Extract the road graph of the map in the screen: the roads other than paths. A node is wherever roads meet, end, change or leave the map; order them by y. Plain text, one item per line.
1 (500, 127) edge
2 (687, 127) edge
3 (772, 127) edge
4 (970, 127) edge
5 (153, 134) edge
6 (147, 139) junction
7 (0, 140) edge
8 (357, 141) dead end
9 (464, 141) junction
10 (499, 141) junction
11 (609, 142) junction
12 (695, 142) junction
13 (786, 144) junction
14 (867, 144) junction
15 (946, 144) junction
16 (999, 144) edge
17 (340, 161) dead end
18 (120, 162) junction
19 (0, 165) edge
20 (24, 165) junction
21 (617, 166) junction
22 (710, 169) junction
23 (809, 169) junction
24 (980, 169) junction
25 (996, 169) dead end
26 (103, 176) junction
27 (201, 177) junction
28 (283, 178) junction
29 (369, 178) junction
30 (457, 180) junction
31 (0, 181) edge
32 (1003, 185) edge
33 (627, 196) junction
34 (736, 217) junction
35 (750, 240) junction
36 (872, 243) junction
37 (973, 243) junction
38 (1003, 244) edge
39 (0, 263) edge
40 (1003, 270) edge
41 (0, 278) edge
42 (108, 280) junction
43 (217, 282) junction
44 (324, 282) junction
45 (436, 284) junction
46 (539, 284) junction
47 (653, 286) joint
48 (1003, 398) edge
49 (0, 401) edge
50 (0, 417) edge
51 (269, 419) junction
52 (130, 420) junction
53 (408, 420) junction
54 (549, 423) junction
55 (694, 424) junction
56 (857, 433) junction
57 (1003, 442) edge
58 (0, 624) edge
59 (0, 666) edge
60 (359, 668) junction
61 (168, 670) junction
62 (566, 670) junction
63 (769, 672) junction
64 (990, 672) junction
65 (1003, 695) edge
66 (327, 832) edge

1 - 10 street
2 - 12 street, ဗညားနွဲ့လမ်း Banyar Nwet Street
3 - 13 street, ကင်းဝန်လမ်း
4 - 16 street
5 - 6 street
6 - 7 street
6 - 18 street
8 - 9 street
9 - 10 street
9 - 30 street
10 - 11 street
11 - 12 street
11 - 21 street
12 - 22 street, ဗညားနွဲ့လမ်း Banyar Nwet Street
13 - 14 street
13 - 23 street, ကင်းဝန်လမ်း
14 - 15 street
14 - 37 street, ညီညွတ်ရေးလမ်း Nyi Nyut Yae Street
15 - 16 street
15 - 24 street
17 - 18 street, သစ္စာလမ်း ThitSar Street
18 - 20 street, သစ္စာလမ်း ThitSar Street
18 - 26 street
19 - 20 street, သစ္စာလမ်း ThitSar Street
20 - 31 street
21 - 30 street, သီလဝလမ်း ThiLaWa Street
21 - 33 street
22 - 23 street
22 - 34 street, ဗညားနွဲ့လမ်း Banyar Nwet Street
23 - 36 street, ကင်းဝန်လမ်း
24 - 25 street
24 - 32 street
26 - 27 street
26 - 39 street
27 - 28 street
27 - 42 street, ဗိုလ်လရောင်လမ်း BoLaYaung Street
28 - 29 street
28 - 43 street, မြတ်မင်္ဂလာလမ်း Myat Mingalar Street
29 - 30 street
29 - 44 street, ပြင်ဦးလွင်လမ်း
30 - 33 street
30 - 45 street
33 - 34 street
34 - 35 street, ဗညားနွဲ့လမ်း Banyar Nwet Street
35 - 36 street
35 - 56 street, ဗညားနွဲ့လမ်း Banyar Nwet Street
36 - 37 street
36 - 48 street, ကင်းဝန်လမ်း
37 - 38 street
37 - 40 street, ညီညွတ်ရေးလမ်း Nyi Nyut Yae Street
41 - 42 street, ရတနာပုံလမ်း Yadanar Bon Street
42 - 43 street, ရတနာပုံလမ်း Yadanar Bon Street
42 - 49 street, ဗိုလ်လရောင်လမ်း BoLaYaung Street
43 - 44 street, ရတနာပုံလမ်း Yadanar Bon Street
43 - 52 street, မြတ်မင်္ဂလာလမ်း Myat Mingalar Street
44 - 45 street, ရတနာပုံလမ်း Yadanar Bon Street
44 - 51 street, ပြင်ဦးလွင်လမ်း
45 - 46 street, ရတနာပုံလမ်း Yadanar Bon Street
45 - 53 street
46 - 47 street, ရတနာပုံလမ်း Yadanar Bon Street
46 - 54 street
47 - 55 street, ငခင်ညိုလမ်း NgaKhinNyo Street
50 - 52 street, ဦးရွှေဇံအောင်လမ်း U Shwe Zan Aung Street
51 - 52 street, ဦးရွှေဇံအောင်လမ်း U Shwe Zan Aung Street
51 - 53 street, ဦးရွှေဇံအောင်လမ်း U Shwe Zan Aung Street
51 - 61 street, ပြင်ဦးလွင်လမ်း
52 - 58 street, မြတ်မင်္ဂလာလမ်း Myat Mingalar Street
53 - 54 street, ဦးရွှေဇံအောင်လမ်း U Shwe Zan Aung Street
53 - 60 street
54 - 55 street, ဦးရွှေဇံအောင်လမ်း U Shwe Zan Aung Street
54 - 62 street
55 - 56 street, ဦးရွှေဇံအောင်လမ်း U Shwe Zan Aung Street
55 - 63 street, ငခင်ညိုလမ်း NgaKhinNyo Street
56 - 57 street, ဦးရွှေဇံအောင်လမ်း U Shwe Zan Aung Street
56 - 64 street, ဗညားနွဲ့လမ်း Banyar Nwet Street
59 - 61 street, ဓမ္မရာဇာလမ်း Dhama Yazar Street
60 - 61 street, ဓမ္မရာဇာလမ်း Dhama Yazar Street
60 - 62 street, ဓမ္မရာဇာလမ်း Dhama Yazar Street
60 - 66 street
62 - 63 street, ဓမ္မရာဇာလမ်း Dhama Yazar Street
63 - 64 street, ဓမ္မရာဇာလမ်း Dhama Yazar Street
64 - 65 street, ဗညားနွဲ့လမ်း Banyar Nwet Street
◆ ◆ ◆ ◆
*What this task involves*. Every piece of the data must be set down exactly. Omit nothing.

*Response box*.
Extract the road graph of the map in the screen: the roads other than paths. A node is wherever roads meet, end, change or leave the map; order them by y. Plain text, one item per line.
1 (500, 127) edge
2 (687, 127) edge
3 (772, 127) edge
4 (970, 127) edge
5 (153, 134) edge
6 (147, 139) junction
7 (0, 140) edge
8 (357, 141) dead end
9 (464, 141) junction
10 (499, 141) junction
11 (609, 142) junction
12 (695, 142) junction
13 (786, 144) junction
14 (867, 144) junction
15 (946, 144) junction
16 (999, 144) edge
17 (340, 161) dead end
18 (120, 162) junction
19 (0, 165) edge
20 (24, 165) junction
21 (617, 166) junction
22 (710, 169) junction
23 (809, 169) junction
24 (980, 169) junction
25 (996, 169) dead end
26 (103, 176) junction
27 (201, 177) junction
28 (283, 178) junction
29 (369, 178) junction
30 (457, 180) junction
31 (0, 181) edge
32 (1003, 185) edge
33 (627, 196) junction
34 (736, 217) junction
35 (750, 240) junction
36 (872, 243) junction
37 (973, 243) junction
38 (1003, 244) edge
39 (0, 263) edge
40 (1003, 270) edge
41 (0, 278) edge
42 (108, 280) junction
43 (217, 282) junction
44 (324, 282) junction
45 (436, 284) junction
46 (539, 284) junction
47 (653, 286) joint
48 (1003, 398) edge
49 (0, 401) edge
50 (0, 417) edge
51 (269, 419) junction
52 (130, 420) junction
53 (408, 420) junction
54 (549, 423) junction
55 (694, 424) junction
56 (857, 433) junction
57 (1003, 442) edge
58 (0, 624) edge
59 (0, 666) edge
60 (359, 668) junction
61 (168, 670) junction
62 (566, 670) junction
63 (769, 672) junction
64 (990, 672) junction
65 (1003, 695) edge
66 (327, 832) edge

1 - 10 street
2 - 12 street, ဗညားနွဲ့လမ်း Banyar Nwet Street
3 - 13 street, ကင်းဝန်လမ်း
4 - 16 street
5 - 6 street
6 - 7 street
6 - 18 street
8 - 9 street
9 - 10 street
9 - 30 street
10 - 11 street
11 - 12 street
11 - 21 street
12 - 22 street, ဗညားနွဲ့လမ်း Banyar Nwet Street
13 - 14 street
13 - 23 street, ကင်းဝန်လမ်း
14 - 15 street
14 - 37 street, ညီညွတ်ရေးလမ်း Nyi Nyut Yae Street
15 - 16 street
15 - 24 street
17 - 18 street, သစ္စာလမ်း ThitSar Street
18 - 20 street, သစ္စာလမ်း ThitSar Street
18 - 26 street
19 - 20 street, သစ္စာလမ်း ThitSar Street
20 - 31 street
21 - 30 street, သီလဝလမ်း ThiLaWa Street
21 - 33 street
22 - 23 street
22 - 34 street, ဗညားနွဲ့လမ်း Banyar Nwet Street
23 - 36 street, ကင်းဝန်လမ်း
24 - 25 street
24 - 32 street
26 - 27 street
26 - 39 street
27 - 28 street
27 - 42 street, ဗိုလ်လရောင်လမ်း BoLaYaung Street
28 - 29 street
28 - 43 street, မြတ်မင်္ဂလာလမ်း Myat Mingalar Street
29 - 30 street
29 - 44 street, ပြင်ဦးလွင်လမ်း
30 - 33 street
30 - 45 street
33 - 34 street
34 - 35 street, ဗညားနွဲ့လမ်း Banyar Nwet Street
35 - 36 street
35 - 56 street, ဗညားနွဲ့လမ်း Banyar Nwet Street
36 - 37 street
36 - 48 street, ကင်းဝန်လမ်း
37 - 38 street
37 - 40 street, ညီညွတ်ရေးလမ်း Nyi Nyut Yae Street
41 - 42 street, ရတနာပုံလမ်း Yadanar Bon Street
42 - 43 street, ရတနာပုံလမ်း Yadanar Bon Street
42 - 49 street, ဗိုလ်လရောင်လမ်း BoLaYaung Street
43 - 44 street, ရတနာပုံလမ်း Yadanar Bon Street
43 - 52 street, မြတ်မင်္ဂလာလမ်း Myat Mingalar Street
44 - 45 street, ရတနာပုံလမ်း Yadanar Bon Street
44 - 51 street, ပြင်ဦးလွင်လမ်း
45 - 46 street, ရတနာပုံလမ်း Yadanar Bon Street
45 - 53 street
46 - 47 street, ရတနာပုံလမ်း Yadanar Bon Street
46 - 54 street
47 - 55 street, ငခင်ညိုလမ်း NgaKhinNyo Street
50 - 52 street, ဦးရွှေဇံအောင်လမ်း U Shwe Zan Aung Street
51 - 52 street, ဦးရွှေဇံအောင်လမ်း U Shwe Zan Aung Street
51 - 53 street, ဦးရွှေဇံအောင်လမ်း U Shwe Zan Aung Street
51 - 61 street, ပြင်ဦးလွင်လမ်း
52 - 58 street, မြတ်မင်္ဂလာလမ်း Myat Mingalar Street
53 - 54 street, ဦးရွှေဇံအောင်လမ်း U Shwe Zan Aung Street
53 - 60 street
54 - 55 street, ဦးရွှေဇံအောင်လမ်း U Shwe Zan Aung Street
54 - 62 street
55 - 56 street, ဦးရွှေဇံအောင်လမ်း U Shwe Zan Aung Street
55 - 63 street, ငခင်ညိုလမ်း NgaKhinNyo Street
56 - 57 street, ဦးရွှေဇံအောင်လမ်း U Shwe Zan Aung Street
56 - 64 street, ဗညားနွဲ့လမ်း Banyar Nwet Street
59 - 61 street, ဓမ္မရာဇာလမ်း Dhama Yazar Street
60 - 61 street, ဓမ္မရာဇာလမ်း Dhama Yazar Street
60 - 62 street, ဓမ္မရာဇာလမ်း Dhama Yazar Street
60 - 66 street
62 - 63 street, ဓမ္မရာဇာလမ်း Dhama Yazar Street
63 - 64 street, ဓမ္မရာဇာလမ်း Dhama Yazar Street
64 - 65 street, ဗညားနွဲ့လမ်း Banyar Nwet Street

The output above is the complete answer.